The recent changes to Fannie and Freddie’s QC requirements, as well as the CFPB’s QM rules, mean lenders basically have no choice but to revamp their QC programs to make them more robust and effective. Perhaps the biggest change is that QC will no longer take place at the end of the process - or after the loan has been sold. Rather, lenders must now implement QC upon origination to ensure that quality is maintained throughout the entire pre-close process. This significant change comes at a high cost - lenders have had to invest in new technology, people and training to make “pre-closing QC” happen. But as both features in this month’s issue point out, the high cost of having to buy back loans or getting fined by the CFPB for QM violations is far more onerous.

The new regulations have, in effect, raised the bar for QC - and as both articles point out, that’s a good thing. As Les Parker of LoanLogics states in his article, lenders stand to benefit from improved QC processes, as they can reduce the time spent in originating a loan, as well as the average number of days required to fund a loan. “This mitigates the lender’s risk while reducing its costs in the process - without sacrificing quality or capital,” he says. And, as Kaan Etem of Cogent QC points out, “The more efficiently a lender can ensure that its product is high quality, the better the profit margins.” The key is to figure out a way to turn QC into a profit center as opposed to a cost center.

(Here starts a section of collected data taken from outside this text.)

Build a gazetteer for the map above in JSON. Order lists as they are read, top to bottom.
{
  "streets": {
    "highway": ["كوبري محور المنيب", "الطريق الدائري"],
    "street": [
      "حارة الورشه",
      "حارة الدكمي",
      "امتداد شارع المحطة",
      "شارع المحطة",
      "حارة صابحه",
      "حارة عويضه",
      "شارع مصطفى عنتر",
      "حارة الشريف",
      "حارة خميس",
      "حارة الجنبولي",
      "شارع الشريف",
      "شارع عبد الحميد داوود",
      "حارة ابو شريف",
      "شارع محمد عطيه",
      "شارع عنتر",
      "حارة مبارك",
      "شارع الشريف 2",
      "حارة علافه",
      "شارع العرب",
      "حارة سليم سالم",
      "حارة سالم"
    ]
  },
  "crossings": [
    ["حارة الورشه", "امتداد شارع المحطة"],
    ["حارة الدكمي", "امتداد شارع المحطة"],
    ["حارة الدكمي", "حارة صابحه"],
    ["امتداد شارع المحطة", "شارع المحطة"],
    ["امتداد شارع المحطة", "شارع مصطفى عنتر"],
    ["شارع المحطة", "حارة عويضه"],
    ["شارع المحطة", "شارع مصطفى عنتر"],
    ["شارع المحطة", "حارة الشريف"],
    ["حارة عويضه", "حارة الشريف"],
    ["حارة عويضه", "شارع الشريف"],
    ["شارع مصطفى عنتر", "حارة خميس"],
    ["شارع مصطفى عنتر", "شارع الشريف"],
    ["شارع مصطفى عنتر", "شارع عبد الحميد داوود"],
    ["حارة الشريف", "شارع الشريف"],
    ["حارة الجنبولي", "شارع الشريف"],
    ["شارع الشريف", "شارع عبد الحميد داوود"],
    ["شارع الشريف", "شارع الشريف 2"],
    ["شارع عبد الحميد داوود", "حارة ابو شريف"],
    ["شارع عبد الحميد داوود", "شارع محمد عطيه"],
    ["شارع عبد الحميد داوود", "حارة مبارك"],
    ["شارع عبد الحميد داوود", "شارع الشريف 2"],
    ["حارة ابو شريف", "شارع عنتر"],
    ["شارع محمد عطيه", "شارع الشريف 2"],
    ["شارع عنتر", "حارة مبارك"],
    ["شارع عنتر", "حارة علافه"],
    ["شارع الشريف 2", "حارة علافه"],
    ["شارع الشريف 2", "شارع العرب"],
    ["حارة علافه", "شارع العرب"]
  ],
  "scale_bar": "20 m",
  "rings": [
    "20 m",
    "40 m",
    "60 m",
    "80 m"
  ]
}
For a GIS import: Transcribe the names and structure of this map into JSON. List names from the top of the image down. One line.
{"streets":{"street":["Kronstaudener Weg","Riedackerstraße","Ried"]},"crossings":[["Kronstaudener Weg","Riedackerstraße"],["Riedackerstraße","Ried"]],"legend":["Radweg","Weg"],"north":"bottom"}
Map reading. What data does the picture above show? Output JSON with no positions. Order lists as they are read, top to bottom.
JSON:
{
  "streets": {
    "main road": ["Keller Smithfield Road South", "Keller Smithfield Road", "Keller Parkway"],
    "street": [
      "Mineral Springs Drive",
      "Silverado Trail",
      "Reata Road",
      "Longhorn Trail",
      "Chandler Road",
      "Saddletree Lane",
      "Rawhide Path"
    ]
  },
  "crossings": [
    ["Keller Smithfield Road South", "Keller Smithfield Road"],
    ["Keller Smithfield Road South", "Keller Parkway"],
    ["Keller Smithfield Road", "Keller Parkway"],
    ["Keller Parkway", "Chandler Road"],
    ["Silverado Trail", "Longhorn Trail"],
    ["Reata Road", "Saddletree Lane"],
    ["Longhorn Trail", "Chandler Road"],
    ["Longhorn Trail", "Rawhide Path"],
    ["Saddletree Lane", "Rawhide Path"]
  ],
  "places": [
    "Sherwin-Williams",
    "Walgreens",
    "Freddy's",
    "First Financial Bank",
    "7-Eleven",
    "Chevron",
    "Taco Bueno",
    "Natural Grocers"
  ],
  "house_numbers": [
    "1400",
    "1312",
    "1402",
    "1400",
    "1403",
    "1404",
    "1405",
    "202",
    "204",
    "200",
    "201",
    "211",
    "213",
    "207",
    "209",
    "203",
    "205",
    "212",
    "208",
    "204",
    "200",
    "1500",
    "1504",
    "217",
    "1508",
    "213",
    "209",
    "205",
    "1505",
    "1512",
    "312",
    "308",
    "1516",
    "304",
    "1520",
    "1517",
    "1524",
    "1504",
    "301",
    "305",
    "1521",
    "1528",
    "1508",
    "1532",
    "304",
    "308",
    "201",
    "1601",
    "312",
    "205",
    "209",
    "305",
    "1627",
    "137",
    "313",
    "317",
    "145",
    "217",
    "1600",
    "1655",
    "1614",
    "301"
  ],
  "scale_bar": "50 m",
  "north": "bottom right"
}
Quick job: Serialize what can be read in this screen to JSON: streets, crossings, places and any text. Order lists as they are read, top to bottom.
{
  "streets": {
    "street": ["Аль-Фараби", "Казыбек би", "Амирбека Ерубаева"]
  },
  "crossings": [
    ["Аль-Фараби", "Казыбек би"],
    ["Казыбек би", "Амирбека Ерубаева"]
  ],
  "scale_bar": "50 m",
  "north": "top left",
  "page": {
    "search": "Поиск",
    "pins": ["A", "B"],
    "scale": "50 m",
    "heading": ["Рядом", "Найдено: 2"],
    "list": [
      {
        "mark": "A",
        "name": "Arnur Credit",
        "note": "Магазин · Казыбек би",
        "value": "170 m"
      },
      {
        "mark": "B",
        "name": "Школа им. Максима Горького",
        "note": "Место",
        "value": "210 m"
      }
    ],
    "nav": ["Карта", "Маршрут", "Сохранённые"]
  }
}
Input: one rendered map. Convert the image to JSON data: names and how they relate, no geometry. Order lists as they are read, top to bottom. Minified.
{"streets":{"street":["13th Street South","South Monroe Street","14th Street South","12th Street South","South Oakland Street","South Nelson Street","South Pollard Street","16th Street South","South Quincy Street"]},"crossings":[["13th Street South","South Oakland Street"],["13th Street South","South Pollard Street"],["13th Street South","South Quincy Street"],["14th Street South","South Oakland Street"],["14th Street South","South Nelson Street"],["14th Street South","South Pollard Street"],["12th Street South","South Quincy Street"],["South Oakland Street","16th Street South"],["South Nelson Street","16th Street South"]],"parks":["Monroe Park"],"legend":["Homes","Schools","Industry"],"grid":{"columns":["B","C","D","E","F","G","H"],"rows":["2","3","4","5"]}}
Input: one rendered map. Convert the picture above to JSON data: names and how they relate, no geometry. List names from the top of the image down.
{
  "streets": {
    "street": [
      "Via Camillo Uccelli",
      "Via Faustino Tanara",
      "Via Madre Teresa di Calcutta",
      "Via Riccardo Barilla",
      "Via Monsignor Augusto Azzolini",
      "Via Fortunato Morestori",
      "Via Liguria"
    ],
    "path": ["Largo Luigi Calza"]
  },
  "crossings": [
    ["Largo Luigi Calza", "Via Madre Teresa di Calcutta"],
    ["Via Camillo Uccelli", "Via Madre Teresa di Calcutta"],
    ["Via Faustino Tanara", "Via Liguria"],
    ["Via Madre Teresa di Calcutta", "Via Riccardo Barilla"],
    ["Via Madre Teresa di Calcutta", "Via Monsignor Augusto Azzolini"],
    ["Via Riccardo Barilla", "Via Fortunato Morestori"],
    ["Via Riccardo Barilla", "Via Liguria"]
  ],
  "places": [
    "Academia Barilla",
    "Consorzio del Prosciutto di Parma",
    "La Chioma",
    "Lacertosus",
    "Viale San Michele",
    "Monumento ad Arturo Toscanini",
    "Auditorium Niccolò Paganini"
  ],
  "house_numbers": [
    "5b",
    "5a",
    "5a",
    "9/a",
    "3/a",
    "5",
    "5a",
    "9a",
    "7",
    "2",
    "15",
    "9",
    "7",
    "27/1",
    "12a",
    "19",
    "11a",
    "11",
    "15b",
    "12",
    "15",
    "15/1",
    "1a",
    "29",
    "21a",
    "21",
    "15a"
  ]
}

It will be interesting to see, over the next year, which lenders end up in hot water with the CFPB as a result of a lack of appropriate QC measures - and more importantly, which aspects of QC prove most risky. The CFPB and the government-sponsored enterprises haven’t prescribed how lenders should go about formulating their QC programs - that largely depends on the type of lender, its philosophy on QC and compliance, and its book of business. As Etem states, all lenders will want to originate good-quality loans at a reasonable cost - but their definitions of “good quality” and “reasonable cost” will differ. What’s more, each will have a different appetite for risk.

So, despite the new regulatory framework, there will continue to be varying degrees of QC proficiency across the industry - and it will take time for lenders to refine their QC processes to the point where they are considered “standard” business practices to produce “risk-free” loans.